INPUT DATA.

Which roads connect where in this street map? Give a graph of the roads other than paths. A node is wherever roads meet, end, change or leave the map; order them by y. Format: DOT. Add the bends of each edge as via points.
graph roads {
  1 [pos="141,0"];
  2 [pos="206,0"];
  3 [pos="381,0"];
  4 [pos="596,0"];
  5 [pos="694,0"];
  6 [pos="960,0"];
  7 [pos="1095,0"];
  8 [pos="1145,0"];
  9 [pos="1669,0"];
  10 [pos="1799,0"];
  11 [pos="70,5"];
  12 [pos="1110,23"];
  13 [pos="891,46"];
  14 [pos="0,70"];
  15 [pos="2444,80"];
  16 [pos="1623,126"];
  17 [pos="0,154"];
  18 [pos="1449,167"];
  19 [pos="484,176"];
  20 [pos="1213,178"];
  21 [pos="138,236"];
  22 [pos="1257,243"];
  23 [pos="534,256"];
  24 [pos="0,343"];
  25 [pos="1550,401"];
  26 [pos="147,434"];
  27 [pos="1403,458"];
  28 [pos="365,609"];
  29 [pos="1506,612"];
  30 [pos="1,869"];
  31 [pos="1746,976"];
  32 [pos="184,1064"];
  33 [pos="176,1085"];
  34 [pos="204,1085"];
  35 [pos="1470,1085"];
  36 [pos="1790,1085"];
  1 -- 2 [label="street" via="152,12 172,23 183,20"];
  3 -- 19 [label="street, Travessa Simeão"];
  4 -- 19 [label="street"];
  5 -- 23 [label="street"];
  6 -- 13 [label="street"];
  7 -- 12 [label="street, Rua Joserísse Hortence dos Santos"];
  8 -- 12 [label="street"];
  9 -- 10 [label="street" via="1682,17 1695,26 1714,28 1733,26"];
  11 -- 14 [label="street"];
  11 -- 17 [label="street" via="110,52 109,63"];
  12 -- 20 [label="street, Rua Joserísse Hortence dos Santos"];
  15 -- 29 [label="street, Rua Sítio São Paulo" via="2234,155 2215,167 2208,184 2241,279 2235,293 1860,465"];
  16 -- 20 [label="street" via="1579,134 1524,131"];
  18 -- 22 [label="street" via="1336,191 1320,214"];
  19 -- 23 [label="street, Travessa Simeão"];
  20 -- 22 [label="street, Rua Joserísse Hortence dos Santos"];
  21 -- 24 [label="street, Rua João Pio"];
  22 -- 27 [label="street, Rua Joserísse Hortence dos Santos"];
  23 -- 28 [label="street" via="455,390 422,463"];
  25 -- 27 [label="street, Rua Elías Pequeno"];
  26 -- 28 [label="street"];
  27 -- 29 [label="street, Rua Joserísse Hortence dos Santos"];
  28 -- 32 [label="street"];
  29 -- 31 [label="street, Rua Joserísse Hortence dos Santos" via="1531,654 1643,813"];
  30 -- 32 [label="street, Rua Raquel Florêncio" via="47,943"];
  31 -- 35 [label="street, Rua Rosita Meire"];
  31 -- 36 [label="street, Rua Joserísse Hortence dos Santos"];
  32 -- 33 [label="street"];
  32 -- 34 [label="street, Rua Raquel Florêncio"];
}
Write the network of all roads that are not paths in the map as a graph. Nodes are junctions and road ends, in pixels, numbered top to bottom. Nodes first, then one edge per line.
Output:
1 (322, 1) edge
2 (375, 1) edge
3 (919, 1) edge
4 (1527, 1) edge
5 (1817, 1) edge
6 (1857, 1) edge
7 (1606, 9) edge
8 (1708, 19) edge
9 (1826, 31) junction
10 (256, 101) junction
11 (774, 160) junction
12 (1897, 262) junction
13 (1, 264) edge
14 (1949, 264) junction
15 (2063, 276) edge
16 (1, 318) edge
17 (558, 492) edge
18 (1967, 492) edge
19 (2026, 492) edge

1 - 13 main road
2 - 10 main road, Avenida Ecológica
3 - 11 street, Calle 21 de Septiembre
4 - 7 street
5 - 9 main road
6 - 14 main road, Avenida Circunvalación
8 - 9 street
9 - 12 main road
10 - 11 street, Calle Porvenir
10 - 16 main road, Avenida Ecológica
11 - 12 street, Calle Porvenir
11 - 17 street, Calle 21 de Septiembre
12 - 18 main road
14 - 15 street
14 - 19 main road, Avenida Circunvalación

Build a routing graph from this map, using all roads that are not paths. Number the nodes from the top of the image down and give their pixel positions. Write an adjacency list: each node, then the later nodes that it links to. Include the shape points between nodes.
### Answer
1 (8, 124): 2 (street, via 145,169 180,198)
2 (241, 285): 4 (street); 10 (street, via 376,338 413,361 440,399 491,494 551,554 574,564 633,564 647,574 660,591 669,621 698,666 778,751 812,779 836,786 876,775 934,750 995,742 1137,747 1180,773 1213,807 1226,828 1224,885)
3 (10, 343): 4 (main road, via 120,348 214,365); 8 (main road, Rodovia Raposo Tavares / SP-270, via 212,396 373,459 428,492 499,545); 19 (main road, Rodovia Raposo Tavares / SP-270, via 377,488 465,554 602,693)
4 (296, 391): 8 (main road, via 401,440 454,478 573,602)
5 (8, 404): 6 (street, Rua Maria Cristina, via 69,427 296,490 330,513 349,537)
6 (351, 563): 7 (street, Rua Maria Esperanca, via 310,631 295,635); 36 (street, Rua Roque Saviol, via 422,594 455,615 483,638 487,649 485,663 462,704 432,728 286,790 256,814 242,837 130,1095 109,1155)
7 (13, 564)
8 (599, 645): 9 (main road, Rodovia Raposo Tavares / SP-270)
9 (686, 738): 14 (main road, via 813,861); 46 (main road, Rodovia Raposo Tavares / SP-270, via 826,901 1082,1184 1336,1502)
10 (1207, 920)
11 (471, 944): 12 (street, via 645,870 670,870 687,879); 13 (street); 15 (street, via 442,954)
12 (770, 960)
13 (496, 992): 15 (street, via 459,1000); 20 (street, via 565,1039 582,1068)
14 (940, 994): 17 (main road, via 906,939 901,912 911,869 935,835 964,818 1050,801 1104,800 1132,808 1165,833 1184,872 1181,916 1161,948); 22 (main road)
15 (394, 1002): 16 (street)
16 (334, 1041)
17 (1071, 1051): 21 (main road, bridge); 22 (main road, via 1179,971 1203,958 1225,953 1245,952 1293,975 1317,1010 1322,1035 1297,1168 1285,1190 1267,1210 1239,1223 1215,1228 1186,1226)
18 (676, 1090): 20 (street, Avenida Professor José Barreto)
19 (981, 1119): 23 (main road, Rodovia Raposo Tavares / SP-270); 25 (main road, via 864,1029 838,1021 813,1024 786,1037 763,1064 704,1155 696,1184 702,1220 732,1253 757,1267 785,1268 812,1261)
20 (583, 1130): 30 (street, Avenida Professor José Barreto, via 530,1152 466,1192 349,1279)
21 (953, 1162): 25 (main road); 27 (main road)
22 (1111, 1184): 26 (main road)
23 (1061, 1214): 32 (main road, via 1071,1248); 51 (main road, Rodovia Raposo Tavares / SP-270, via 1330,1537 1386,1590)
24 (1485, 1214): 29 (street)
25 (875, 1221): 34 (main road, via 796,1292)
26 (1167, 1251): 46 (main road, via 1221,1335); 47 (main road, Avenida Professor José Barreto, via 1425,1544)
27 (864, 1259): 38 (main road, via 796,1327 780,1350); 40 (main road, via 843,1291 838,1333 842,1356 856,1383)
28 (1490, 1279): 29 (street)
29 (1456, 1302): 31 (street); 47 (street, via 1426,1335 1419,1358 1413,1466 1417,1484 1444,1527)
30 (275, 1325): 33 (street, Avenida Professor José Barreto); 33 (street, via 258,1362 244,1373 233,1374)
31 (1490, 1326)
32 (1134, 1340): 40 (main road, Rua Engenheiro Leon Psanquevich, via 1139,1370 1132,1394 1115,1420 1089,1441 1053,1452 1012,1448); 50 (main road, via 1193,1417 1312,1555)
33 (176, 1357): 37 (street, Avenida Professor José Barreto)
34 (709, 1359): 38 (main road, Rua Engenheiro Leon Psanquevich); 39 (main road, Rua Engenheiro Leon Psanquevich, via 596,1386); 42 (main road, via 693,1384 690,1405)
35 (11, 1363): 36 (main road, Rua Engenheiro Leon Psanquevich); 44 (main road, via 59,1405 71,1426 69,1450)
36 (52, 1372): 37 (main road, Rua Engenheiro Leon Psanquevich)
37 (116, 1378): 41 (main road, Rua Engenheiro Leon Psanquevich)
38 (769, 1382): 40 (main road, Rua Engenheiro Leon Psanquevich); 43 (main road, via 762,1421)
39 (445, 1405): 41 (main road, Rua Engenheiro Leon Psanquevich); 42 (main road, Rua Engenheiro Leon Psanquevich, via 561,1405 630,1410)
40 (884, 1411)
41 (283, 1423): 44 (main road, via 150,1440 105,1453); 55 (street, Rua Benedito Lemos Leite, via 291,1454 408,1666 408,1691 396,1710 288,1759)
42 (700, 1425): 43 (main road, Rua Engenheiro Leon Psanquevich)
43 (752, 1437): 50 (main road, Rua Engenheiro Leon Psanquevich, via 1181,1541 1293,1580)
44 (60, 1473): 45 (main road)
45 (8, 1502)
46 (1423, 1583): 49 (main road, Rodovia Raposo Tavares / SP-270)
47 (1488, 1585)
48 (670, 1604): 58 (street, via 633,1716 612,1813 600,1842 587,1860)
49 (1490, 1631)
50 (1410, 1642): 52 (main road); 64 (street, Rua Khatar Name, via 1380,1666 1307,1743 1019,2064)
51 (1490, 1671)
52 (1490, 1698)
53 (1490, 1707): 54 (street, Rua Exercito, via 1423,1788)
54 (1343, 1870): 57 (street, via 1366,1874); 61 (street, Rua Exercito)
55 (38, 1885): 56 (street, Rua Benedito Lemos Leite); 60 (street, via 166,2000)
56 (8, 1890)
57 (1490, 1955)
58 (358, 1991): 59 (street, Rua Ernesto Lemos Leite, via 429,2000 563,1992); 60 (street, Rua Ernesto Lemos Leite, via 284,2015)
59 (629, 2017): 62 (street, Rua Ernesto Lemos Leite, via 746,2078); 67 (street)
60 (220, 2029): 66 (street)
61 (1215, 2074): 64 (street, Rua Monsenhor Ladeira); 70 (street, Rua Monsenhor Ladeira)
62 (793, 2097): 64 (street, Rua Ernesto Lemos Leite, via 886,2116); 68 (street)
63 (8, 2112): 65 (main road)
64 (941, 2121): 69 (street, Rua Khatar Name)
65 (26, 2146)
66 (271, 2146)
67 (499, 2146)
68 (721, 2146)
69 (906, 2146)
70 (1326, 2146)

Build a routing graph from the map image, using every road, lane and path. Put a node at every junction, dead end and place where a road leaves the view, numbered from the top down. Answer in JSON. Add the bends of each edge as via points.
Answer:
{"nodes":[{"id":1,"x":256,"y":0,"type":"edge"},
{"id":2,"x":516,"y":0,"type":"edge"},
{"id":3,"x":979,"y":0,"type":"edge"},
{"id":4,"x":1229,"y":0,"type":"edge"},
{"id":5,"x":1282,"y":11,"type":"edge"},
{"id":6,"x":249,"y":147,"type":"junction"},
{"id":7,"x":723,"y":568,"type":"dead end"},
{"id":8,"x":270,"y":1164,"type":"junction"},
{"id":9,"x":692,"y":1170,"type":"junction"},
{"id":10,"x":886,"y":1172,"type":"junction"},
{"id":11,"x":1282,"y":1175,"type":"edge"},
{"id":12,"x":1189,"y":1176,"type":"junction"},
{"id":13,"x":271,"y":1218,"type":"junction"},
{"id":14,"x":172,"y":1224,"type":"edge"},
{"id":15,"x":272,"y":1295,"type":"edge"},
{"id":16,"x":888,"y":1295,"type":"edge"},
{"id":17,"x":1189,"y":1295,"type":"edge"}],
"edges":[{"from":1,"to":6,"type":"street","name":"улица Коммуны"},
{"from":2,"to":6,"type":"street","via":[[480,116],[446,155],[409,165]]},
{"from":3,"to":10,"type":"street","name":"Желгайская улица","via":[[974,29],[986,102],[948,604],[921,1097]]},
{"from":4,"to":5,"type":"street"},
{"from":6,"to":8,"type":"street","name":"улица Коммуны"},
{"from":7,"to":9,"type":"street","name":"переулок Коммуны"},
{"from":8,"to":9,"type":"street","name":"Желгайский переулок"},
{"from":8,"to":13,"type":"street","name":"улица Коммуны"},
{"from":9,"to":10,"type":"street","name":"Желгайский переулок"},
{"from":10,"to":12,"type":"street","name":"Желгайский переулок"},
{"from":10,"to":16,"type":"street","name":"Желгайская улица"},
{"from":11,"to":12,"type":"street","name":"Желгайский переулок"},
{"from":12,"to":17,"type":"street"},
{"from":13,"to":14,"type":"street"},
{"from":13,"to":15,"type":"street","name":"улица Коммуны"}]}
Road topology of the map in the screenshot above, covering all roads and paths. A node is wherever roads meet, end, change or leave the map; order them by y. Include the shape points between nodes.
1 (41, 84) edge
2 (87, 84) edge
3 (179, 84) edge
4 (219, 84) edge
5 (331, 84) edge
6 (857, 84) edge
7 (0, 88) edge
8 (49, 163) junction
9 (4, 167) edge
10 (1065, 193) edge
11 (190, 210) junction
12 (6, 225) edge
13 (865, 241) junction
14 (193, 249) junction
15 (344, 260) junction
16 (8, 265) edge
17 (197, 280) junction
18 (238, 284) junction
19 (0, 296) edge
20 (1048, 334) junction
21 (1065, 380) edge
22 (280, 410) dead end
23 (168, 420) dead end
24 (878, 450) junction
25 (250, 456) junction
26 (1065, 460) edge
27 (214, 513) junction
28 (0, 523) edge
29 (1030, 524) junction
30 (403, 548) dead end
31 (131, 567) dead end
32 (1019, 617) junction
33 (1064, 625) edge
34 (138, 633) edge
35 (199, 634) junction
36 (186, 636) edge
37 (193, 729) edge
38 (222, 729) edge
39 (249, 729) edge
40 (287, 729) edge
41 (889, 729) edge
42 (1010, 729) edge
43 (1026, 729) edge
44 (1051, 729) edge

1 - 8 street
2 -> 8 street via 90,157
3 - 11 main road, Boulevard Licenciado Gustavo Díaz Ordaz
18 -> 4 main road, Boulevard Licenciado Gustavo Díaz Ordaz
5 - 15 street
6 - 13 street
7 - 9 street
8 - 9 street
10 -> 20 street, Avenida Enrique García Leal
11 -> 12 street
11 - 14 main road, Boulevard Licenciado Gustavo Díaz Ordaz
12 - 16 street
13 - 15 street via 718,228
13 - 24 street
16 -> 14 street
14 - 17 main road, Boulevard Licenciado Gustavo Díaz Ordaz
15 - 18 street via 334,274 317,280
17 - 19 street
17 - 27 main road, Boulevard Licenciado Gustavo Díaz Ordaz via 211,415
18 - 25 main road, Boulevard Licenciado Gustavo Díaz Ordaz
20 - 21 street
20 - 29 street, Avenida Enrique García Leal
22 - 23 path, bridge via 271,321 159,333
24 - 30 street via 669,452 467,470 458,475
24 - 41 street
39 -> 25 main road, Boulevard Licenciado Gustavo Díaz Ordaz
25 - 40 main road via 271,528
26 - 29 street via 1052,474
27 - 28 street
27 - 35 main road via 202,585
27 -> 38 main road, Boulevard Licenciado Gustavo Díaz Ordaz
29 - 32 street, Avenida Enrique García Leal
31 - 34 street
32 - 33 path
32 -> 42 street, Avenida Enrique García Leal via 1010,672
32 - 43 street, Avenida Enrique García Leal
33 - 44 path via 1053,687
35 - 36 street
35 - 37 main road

WORK INSTRUCTIONS. Go through the entries above and report every line in which the word "shape" appears.

TASK ANSWER.
Build a routing graph from this map, using all roads that are not paths. Number the nodes from the top of the image down and give their pixel positions. Write an adjacency list: each node, then the later nodes that it links to. Include the shape points between nodes.
Road topology of the map in the screenshot above, covering all roads and paths. A node is wherever roads meet, end, change or leave the map; order them by y. Include the shape points between nodes.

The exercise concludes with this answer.